Copán is one of the most important archaeological sites of the Maya civilization, located in the western part of the Republic of Honduras, more precisely in the Copán Department. It served as a capital city of a major Classic period kingdom from the 5th to 9th centuries AD.
The city was located in the extreme southeast of the Mesoamerican cultural region, on the frontier with the Isthmo-Colombian cultural region, and was almost surrounded by non-Maya peoples. Today, there is a city that has a population of about 3,000 people, a small airport and a winding road, which is the closest settlement to this majestic site.
Occupied for more than two thousand years, the city developed a distinctive sculptural style within the tradition of the lowland Maya, perhaps to emphasize the Maya ethnicity of the city’s rulers.
Discovered in 1570 by Diego García de Palacio, the site also functioned as the political, civil and religious centre of the Copán Valley. The Mayan city of Copán as it exists today is composed of a main complex of ruins with several secondary complexes encircling it.
The main complex consists of the Acropolis and important plazas. Among the five plazas are the Ceremonial Plaza, with an impressive stadium opening onto a mound with numerous richly sculptured monoliths and altars; the Hieroglyphic Stairway Plaza, with a monumental stairway at its eastern end that is one of the outstanding structures of Mayan culture.
On the risers of this 100 m wide stairway are more than 1,800 individual glyph which constitute the longest known Mayan inscription. The Eastern Plaza rises a considerable height above the valley floor. On its western side is a stairway sculptured with figures of jaguars originally inlaid with black obsidian. From what is known today, the sculpture of Copán appears to have attained a high degree of perfection.
The Acropolis, a magnificent architectural complex, appears today as a large mass of rubble which came about through successive additions of pyramids, terraces and temples. The world’s largest archaeological cut runs through the Acropolis. In the walls of the cut, it is possible to distinguish floor levels of previous plazas and covered water outlets.

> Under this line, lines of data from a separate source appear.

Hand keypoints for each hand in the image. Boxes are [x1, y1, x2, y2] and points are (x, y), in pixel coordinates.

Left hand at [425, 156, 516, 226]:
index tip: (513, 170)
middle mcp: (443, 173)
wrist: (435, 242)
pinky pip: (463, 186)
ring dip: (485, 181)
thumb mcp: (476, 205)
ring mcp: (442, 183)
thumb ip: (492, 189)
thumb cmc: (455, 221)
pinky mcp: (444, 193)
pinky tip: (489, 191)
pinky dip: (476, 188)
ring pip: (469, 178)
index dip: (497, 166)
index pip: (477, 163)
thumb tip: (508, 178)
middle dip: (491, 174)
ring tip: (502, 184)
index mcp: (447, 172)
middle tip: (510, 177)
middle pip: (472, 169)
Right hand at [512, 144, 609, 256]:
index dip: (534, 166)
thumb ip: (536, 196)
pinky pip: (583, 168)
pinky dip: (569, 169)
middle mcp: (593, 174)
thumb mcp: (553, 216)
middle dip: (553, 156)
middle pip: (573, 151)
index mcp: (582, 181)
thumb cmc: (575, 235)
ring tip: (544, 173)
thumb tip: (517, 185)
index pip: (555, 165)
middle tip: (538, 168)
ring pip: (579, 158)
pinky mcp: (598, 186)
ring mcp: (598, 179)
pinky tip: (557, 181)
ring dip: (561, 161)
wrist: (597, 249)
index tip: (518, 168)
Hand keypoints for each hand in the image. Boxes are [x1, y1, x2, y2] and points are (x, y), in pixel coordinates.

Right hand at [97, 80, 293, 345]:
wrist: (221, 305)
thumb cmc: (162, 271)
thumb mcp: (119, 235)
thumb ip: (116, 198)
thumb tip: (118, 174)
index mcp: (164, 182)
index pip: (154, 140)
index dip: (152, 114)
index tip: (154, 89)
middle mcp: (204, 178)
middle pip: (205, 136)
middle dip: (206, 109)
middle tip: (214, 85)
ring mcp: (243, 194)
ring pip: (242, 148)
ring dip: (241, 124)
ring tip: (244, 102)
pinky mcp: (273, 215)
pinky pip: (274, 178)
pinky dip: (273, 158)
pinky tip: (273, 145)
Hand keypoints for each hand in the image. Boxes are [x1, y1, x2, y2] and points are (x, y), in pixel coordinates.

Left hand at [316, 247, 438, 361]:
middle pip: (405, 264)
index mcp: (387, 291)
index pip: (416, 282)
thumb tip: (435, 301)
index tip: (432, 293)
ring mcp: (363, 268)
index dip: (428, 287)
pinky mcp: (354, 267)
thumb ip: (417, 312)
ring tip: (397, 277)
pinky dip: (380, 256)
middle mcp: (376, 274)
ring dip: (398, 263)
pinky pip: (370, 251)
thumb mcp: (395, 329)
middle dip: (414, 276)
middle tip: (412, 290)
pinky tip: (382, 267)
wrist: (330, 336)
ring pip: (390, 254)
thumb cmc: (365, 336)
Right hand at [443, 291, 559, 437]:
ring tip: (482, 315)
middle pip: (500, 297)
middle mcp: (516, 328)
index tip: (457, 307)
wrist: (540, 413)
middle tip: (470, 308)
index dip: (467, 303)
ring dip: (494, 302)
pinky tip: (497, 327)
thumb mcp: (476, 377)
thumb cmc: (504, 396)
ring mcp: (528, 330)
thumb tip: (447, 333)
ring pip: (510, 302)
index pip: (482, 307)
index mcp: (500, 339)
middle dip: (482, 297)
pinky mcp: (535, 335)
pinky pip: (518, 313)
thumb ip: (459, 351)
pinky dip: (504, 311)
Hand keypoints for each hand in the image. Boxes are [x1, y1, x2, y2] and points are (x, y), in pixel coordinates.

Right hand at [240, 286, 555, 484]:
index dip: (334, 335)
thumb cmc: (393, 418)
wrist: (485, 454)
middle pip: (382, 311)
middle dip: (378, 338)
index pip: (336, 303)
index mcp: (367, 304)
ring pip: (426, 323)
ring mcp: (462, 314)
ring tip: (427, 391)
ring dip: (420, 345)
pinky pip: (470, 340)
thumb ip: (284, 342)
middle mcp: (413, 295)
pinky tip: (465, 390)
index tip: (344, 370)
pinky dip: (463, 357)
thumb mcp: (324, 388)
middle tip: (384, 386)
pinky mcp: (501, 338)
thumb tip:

The construction of the Great Plaza and the Acropolis reflects a prodigious amount of effort because of the size of its leveled and originally paved expanse of three hectares and the latter because of the enormous volume of its elevated mass, which rises some 30 meters from the ground.
The design of the, with its temples, plazas, terraces and other features, represent a type of architectural and sculptural complex among the most characteristic of the Classic Maya Civilization. The Maya site of Copán represents one of the most spectacular achievements of the Classic Maya Period because of the number, elaboration and magnitude of its architectural and sculptural monuments.
The stelae and altars at the Plaza form one of the most beautiful sculpture ensembles in the region. In both the design and execution of monuments, the Maya bequeathed a unique example of their creative genius and advanced civilization at Copán .
Designated as a UNESCO World Heritage Site in 1980, at one of the first meetings of the UN Organization, certainly provides the proof of the importance this Mayan site bears.